昨年夏に防衛大学のオープンキャンパスに行きましたが、できれば行く前に読みたかった漫画です。うちの次男はこの漫画を愛読して自衛隊や防衛大学に興味を増幅させていったようです。アマゾンの一部の書評ではこの青桜なる漫画は政治的思想にも左右しますのでいかがなものかという意見もありましたが、表現や思想の自由が日本国憲法で保障されていますので堂々と書店で売られています。私の高校の同級生が一人防衛大学に行きましたが、卒業以来会っていません。風の便りで現在海上自衛隊の幹部として働いているようですが、行動は隠密事項なのかもしれません。自分の学生時代は今から思えばとてもルーズでしたが、更に世の中のルーズな大人社会を垣間見るには絶好の機会でした。自分の生活規律はとても胸を張れるようなものではなかった一方で同級生は同じ18歳で横須賀の防衛大学の門を通った後は多くの忍耐が待ち受けていたのだと思います。国を守るために国民の血税で賄われているこの大学ではこれから日本の防衛を守る為に必要な知識や忍耐や正義を学ばなければなりません。漫画のストーリーで常に問われている「防大の中での理不尽」とは事の大小にもよりますが「世の中の理不尽」と同じ種類のものです。「世界の中での理不尽」がまかり通って戦争が起きて非のない人々が殺されます。「なぜ、殺し合いをしなければならないの?」と問いかけても明確な答えはありません。理不尽であっても仕方なくその理不尽を受け入れて最善の努力をするしかないのです。その理不尽さを入学早々から嫌というほど叩き込まれるという内容です。当時の大学生の自分だったら間違いなく逃げ出していたと現在の自分でも確信します。そのような厳しい世界に自ら飛び込んでいった同級生やこれから飛び込みたいと思う次男を見ると「自分とは住む世界や価値観が違うな」と思います。誰でも自分と異なる世界の人間を見ると「決して自分には真似できなくて凄い!」と尊敬してしまいます。相手方の眼差しも多分同様で「同じ命を守る仕事でも、医師の仕事は絶対に俺には向いてない」と思っているのかもしれません。

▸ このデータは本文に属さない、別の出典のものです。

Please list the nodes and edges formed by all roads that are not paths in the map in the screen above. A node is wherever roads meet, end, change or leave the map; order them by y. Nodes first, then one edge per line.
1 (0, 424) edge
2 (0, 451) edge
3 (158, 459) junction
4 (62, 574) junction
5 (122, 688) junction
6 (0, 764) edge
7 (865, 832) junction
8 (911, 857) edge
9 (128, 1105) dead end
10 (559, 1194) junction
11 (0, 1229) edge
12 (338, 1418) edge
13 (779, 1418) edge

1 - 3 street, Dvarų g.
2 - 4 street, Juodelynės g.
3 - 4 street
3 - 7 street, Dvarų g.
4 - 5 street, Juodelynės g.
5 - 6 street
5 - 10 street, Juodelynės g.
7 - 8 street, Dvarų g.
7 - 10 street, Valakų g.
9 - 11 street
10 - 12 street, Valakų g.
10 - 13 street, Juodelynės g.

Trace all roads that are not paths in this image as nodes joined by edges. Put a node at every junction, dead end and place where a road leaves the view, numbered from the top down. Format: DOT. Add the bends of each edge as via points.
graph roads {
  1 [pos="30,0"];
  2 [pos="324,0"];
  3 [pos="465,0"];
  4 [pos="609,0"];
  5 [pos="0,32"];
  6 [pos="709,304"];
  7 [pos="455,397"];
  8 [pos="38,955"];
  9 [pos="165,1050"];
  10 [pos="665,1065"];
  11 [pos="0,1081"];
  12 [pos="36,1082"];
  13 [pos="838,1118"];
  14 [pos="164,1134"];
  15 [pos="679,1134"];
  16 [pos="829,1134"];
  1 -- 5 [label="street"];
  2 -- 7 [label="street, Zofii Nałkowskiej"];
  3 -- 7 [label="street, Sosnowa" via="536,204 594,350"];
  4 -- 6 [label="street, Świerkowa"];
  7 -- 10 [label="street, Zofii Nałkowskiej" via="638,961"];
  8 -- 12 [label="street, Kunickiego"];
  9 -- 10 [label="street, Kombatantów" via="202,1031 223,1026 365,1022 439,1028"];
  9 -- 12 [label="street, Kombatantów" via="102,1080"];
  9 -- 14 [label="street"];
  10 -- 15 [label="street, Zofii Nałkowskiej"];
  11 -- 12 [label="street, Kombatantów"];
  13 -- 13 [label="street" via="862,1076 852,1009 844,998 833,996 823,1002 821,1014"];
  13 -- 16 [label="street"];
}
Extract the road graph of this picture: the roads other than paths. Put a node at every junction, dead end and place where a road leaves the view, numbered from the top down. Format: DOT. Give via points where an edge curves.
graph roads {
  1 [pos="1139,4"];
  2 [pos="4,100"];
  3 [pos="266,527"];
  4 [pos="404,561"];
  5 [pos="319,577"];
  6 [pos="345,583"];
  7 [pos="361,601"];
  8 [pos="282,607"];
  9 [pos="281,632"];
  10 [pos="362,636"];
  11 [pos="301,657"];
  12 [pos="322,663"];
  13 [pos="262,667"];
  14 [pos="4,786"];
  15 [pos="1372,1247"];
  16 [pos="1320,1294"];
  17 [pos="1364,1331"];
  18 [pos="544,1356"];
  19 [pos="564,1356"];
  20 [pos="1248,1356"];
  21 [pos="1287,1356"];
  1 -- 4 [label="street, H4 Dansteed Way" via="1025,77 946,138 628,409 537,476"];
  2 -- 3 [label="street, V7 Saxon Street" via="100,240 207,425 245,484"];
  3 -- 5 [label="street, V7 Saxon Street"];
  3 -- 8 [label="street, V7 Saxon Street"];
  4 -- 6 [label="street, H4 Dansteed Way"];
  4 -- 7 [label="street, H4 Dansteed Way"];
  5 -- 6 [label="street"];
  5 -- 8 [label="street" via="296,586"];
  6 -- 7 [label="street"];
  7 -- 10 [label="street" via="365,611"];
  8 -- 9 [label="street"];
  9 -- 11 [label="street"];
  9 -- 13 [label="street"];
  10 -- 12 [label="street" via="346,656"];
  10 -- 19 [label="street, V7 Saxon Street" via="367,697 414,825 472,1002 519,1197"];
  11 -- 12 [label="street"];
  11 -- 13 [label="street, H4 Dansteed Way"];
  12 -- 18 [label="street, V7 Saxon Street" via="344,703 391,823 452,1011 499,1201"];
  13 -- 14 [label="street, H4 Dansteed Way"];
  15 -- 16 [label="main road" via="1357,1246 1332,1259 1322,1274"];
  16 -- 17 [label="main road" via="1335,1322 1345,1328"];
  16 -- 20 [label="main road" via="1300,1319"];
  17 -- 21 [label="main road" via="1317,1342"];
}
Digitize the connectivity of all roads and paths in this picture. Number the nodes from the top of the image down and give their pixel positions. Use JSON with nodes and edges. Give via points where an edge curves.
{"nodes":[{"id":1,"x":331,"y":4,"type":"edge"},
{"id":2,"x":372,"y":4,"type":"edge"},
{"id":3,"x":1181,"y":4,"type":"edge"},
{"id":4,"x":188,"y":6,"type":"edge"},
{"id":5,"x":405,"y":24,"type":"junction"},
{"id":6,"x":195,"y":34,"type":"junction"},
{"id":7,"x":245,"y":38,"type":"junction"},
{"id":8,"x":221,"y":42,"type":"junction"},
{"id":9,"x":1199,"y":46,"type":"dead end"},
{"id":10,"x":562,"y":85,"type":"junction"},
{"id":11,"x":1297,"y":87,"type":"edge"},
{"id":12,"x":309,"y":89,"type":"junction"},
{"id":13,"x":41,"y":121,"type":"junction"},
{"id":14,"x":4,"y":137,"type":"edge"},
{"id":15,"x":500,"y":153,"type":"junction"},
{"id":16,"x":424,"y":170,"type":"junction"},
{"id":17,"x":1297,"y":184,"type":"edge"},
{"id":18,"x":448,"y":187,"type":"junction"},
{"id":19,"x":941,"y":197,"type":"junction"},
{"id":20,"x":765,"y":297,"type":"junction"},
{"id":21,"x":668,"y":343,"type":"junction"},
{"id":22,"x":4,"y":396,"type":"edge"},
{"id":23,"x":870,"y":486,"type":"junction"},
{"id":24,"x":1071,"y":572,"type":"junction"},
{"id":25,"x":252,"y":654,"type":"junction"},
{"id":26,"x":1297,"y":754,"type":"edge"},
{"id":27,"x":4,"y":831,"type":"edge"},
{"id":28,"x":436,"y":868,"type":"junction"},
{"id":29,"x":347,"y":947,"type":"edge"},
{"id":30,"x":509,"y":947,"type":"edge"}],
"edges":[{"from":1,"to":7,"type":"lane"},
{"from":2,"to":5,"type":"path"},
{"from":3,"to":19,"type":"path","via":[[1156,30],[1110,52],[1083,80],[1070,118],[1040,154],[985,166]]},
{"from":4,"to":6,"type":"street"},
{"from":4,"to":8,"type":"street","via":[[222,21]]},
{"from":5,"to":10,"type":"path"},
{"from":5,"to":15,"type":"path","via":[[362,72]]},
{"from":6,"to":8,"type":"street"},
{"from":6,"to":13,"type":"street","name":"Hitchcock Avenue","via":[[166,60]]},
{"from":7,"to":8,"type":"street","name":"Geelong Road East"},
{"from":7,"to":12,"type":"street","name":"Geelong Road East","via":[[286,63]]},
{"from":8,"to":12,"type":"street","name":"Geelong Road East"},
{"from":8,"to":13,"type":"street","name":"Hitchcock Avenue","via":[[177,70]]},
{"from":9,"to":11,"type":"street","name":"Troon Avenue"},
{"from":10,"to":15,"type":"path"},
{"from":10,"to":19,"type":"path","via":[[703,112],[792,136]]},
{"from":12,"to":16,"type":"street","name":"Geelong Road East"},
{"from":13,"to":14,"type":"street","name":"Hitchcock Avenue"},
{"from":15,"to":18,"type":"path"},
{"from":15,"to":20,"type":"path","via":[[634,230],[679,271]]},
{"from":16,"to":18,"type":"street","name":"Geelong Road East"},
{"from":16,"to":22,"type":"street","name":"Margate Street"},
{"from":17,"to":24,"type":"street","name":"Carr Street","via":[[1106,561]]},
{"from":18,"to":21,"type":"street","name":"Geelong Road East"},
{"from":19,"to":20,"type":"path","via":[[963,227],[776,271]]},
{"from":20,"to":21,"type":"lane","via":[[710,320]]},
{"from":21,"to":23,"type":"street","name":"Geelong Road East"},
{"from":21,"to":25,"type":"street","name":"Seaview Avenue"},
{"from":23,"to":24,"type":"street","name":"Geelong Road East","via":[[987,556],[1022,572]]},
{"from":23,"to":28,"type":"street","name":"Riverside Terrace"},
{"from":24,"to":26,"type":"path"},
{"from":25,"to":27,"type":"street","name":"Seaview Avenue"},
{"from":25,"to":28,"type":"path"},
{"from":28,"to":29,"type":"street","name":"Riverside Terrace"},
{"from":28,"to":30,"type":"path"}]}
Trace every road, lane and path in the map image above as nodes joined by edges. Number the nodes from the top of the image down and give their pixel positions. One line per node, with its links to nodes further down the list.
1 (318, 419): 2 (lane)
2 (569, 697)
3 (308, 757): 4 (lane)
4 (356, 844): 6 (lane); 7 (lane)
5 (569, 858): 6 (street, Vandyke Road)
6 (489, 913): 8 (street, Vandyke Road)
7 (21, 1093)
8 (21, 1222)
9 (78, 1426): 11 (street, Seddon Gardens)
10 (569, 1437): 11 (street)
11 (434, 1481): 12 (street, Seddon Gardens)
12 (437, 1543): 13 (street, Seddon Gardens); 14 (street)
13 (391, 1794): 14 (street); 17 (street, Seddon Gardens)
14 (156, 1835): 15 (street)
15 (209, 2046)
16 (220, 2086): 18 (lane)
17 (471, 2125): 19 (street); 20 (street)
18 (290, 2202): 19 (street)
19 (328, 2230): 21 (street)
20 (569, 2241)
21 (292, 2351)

最初は学費が無料で更に給料まで貰えて勉強もできて資格も取れるという身分で申し分のない待遇で喜んで入学しますが、入学後の「理不尽な扱い」を受けながら同期生と励ましあって同室の先輩とぶつかりながら主人公が少しずつ大人へと成長して行くのですが、全く防衛大学の内部事情を知らない私にとってはこの青桜という漫画を通して僅かですが防衛大学に入学する意味を考えました。そして卒業後に自衛隊幹部になって日本を守り部下を命がけで守るためにはこの二十歳前後の青春の時期に心と体を「理不尽という鞭」で鍛えあげなければならないのかもしれません。まだ次男は興味を持っているだけで本当に受験するかどうかもわかりませんし、偏差値だって60オーバーが必要で今の次男の成績では行けないかもしれません。また「親として本当に防衛大学に行かせたいか?」と聞かれたら自信を持って「行かせたい」とはまだ言えません。国民のために働く自衛隊は尊敬しますが、親心と一般論はまた別の論理でこれからも悩ましい日々が続くでしょう。